» Exercise objective
What is needed here is an exact repetition of the records below, beginning at the line that has "pinky tip: (198, 228)" and stopping after the line that has "index dip: (353, 217)".

» Stored data
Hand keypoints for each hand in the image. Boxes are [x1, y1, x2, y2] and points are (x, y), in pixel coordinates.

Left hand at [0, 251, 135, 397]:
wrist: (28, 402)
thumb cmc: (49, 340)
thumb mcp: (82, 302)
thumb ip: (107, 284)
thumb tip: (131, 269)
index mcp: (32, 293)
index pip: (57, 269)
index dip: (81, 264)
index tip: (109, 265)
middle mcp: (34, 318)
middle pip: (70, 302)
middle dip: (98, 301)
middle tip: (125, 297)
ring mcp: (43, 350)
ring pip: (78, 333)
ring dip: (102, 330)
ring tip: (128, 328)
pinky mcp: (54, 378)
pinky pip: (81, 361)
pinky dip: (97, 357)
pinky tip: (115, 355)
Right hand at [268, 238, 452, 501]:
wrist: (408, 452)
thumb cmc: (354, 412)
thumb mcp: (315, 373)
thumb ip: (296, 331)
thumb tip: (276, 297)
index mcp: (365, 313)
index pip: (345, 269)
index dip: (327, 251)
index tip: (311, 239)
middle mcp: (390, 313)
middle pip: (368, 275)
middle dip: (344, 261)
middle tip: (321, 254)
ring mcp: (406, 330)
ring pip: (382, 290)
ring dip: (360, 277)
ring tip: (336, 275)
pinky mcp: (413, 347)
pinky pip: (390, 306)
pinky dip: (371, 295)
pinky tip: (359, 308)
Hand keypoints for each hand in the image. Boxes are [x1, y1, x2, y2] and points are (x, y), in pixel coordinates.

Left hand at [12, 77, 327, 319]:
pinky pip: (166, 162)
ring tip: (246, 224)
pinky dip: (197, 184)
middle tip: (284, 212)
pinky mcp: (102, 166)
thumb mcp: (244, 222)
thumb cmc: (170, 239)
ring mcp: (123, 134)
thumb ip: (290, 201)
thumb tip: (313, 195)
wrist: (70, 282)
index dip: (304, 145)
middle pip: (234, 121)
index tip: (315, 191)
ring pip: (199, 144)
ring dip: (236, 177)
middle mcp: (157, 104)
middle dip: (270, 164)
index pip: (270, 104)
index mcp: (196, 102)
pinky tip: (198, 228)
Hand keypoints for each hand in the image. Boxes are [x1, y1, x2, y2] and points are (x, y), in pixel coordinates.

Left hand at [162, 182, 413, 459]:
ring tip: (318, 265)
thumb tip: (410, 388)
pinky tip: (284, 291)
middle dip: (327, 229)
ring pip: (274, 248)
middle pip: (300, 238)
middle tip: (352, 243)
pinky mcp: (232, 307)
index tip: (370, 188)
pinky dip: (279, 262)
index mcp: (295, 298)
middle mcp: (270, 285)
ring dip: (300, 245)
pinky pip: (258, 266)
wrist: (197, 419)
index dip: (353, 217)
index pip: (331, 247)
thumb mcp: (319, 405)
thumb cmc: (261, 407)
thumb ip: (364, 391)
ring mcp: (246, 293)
==
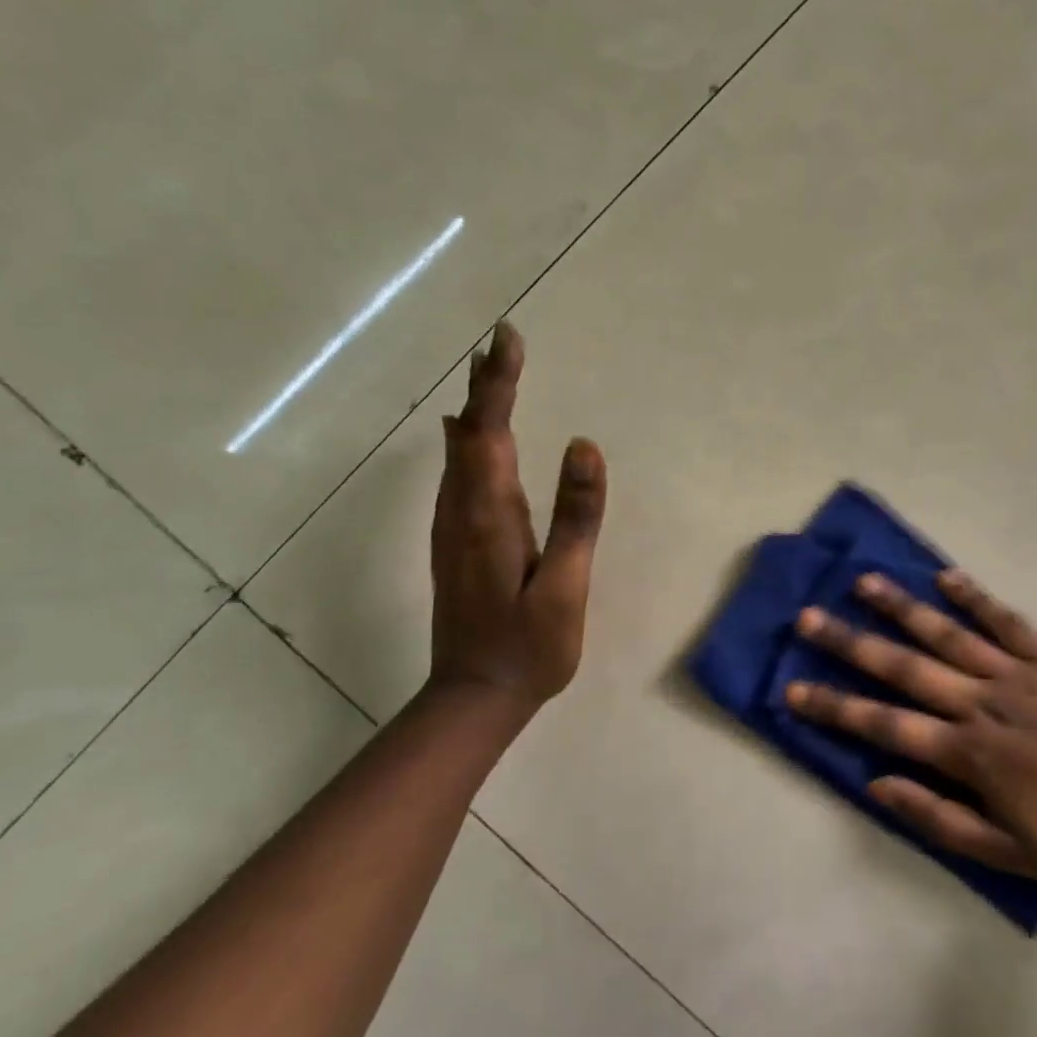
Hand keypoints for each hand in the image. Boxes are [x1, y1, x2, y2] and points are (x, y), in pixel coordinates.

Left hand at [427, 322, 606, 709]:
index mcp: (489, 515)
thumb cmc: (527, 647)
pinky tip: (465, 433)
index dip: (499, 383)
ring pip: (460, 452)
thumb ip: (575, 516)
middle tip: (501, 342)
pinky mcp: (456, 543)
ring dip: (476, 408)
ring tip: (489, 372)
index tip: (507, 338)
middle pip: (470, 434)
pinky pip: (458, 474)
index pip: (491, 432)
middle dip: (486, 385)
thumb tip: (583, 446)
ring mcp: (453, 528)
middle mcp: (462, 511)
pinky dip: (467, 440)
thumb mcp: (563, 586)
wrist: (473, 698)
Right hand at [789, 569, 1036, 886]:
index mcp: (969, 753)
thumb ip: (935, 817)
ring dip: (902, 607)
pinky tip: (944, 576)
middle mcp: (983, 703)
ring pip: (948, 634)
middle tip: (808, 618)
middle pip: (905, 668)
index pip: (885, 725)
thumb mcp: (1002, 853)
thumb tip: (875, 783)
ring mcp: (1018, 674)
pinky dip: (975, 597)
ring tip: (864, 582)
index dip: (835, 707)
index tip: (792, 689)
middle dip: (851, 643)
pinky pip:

» The completed task
pinky tip: (198, 228)
Hand keypoints for each hand in the image. Boxes are [x1, y1, x2, y2] and points are (x, y), in pixel coordinates.

Left hand at [162, 182, 413, 459]:
ring tip: (318, 265)
thumb tip: (410, 388)
pinky tip: (284, 291)
middle dip: (327, 229)
ring pip: (274, 248)
middle pip: (300, 238)
middle tip: (352, 243)
pinky mcp: (232, 307)
index tip: (370, 188)
pinky dip: (279, 262)
index mcp: (295, 298)
middle mcp: (270, 285)
ring dip: (300, 245)
pinky pip: (258, 266)
wrist: (197, 419)
index dip: (353, 217)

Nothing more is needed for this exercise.